A la tradicional “pereza fiscal” de los estados y municipios que se han caracterizado por su dependencia de la Federación, se suma ahora el exceso de endeudamiento. El problema es de tal envergadura que a pesar de que se dice que las deudas todavía no representan un riesgo, en los últimos 12 años han crecido casi un 350%.

Los estados y municipios se han acostumbrado a las jugosas aportaciones y participaciones que transfiere la Federación ahorrándose la difícil tarea de cobrar impuestos y pagar el costo en popularidad que significa imponer a los gobernados una carga fiscal.

La triste realidad es que aunque nuestro pacto fiscal necesita ser revisado, los estados y municipios tienen hoy capacidades tributarias y no las ejercen.

Los municipios tienen el impuesto predial y está subexplotado; los estados pueden cobrar hasta 6 impuestos diferentes y la mayoría deciden libremente no ejercer su potestad. Mejor ejemplo que la tenencia sobre automóviles, que acaba de pasar de ser un impuesto federal para dejárselo a los estados, no hay.

Han preferido quedarse sin esa fuente de ingresos que hacer el esfuerzo recaudatorio. También es cierto, dicho sea de paso, que cada vez que en las reformas fiscales o incluso en los presupuestos de ingresos se ha planteado la iniciativa de que los estados cobren una sobre-tasa al consumo, los legisladores se han opuesto a ello.

Hay vías más fáciles y cómodas, negociar año con año el aumento en los ingresos provenientes de la Federación y, si no alcanza, endeudarse.
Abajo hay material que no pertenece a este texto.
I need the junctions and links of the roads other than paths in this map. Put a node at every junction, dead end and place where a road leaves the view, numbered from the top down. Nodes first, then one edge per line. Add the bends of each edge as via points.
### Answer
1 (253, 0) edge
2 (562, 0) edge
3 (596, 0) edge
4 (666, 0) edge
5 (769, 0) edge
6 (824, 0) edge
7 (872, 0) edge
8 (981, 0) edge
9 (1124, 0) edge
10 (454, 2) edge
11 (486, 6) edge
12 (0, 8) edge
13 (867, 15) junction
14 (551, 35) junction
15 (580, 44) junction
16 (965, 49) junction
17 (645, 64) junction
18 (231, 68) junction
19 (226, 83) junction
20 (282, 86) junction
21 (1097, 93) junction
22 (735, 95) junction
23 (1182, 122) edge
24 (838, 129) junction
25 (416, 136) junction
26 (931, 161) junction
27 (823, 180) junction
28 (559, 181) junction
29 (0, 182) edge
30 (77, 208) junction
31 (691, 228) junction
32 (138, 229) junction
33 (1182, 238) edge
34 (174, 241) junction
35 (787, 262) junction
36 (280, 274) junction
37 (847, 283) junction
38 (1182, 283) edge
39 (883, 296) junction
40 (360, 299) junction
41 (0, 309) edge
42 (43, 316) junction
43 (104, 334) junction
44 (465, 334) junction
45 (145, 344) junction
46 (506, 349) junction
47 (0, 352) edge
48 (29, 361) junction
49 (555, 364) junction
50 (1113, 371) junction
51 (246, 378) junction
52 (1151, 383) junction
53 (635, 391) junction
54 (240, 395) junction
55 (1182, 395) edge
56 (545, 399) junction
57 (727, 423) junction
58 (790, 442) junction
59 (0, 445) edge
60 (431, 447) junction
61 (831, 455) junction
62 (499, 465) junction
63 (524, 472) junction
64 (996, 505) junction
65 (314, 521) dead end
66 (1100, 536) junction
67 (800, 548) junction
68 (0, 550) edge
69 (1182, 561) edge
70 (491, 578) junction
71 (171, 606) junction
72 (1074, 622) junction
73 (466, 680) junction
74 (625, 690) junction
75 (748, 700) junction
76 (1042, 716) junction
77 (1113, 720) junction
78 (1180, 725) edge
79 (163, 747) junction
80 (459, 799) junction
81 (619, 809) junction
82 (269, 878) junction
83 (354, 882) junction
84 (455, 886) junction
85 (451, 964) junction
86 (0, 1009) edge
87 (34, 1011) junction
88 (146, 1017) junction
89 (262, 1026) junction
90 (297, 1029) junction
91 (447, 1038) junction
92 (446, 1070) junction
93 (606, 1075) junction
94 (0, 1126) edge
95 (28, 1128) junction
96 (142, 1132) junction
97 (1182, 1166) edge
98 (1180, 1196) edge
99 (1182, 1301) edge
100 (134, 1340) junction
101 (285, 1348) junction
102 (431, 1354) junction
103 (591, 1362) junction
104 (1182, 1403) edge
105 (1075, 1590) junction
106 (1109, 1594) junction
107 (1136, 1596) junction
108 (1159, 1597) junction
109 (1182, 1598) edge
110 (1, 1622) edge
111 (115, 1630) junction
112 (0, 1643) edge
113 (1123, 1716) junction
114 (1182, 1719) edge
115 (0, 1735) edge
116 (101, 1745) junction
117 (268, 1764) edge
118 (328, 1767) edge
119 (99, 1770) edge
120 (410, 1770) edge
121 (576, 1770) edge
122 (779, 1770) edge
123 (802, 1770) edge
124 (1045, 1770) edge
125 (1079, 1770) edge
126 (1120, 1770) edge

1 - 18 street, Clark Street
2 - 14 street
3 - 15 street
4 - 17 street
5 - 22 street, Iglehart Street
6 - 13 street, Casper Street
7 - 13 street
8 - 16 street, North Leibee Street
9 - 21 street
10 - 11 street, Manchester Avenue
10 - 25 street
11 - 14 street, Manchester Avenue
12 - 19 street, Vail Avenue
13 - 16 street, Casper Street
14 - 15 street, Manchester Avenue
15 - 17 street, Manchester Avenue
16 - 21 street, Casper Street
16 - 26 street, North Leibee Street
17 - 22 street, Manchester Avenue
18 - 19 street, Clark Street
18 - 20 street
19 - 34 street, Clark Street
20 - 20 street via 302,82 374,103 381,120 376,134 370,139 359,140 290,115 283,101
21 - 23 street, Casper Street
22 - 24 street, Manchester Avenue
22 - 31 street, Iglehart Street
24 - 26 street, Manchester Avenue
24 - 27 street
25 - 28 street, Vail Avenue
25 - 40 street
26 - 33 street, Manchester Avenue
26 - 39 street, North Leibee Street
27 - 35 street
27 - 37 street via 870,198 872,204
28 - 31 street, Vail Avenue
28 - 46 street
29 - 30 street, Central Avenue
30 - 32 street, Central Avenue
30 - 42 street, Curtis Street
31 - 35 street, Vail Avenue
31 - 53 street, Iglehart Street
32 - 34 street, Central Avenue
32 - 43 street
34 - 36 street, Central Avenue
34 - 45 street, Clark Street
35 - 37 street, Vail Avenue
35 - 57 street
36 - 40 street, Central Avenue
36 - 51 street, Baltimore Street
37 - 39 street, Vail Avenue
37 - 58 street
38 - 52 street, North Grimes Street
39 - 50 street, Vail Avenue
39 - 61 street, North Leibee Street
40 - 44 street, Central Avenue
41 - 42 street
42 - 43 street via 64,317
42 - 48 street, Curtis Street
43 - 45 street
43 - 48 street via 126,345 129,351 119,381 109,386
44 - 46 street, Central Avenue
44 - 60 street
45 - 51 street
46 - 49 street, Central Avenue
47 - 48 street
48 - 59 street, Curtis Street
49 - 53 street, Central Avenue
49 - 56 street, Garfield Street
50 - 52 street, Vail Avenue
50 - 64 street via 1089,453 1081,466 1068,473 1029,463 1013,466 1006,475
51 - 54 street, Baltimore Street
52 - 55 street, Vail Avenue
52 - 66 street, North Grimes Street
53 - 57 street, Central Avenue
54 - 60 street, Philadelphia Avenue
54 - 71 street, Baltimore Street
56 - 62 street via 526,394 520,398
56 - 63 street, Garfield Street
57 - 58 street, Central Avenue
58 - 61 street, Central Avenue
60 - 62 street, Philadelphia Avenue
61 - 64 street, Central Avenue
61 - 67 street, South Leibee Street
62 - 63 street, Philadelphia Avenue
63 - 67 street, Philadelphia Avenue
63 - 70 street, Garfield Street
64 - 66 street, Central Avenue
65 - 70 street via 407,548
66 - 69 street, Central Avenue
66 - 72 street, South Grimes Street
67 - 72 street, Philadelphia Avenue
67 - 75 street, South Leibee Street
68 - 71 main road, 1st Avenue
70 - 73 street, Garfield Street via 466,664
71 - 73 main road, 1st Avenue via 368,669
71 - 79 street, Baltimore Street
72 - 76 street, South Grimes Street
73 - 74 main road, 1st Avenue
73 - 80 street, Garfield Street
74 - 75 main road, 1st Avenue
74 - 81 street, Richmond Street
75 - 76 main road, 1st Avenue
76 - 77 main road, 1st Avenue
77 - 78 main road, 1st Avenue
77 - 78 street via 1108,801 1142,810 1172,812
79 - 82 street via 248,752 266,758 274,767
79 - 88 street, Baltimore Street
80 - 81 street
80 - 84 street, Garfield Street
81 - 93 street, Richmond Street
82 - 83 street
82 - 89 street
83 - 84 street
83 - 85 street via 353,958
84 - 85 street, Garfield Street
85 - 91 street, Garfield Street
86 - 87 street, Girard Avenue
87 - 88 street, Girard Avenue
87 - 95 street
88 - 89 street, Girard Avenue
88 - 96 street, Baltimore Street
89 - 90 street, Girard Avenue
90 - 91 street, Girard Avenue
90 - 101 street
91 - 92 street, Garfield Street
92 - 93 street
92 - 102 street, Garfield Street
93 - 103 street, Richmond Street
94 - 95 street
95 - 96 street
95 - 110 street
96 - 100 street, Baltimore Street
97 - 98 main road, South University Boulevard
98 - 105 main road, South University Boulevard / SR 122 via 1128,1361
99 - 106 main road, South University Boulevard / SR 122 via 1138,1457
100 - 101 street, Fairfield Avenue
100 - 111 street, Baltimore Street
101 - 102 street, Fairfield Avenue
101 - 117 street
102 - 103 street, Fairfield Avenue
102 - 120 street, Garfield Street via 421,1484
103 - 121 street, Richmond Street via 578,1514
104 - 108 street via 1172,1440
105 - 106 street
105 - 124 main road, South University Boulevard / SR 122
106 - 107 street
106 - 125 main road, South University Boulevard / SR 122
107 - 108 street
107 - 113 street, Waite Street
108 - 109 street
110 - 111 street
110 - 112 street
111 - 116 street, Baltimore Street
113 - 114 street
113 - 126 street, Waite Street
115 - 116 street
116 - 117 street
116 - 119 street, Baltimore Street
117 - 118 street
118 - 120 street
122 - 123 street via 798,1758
Se ha repetido una y otra vez que no hay incentivos para que los estados cobren y, en efecto, no los hay. Y, por lo que puede observarse, no hay intención de crearlos.

Ante la realidad de un endeudamiento que entre el año 2000 y el 2012 ha aumentado de 91,000 millones a 404,000 millones, un grupo de senadores priistas ha dado con la brillante idea de elaborar una suerte de programa de rescate financiero como forma de resolver un problema creado por los estados y municipios sin intervención alguna por parte de la Federación a la que, en todo caso, se puede acusar de no haber transparentado, publicitado y puesto en el debate público, sino hasta hace unos meses, la situación que se viene gestando desde hace más de una década.

La propuesta de los senadores del PRI abona más al problema que a la solución.

Mantener la irresponsabilidad fiscal y financiera de los gobiernos estatales y locales; hoy se sabe que muchas de las deudas fueron contratadas de manera ilegal o con subterfugios legales y que dicha deuda, como marca la legislación, no se ha utilizado para infraestructura. Sabemos también que en la petición hecha por los senadores no se exige una investigación para asignar responsabilidad a los gobernadores o presidentes municipales que se sobreendeudaron a pesar de reconocer que en muchos casos la contratación de deuda fue resultado de actos de corrupción y malos manejos administrativos.

No. Lo que se pide es borrón y cuenta nueva. La creación de un “fondo contingente” de rescate que les permita salir de la quiebra. Esto, acompañado de un aumento de las aportaciones a los estados en el presupuesto 2013. Esta propuesta lejos de corregir el problema lo agrava. Es un incentivo para que la pereza fiscal y la propensión al endeudamiento se mantengan. Es un premio ahí donde debiera haber un castigo o, al menos una medida disciplinaria.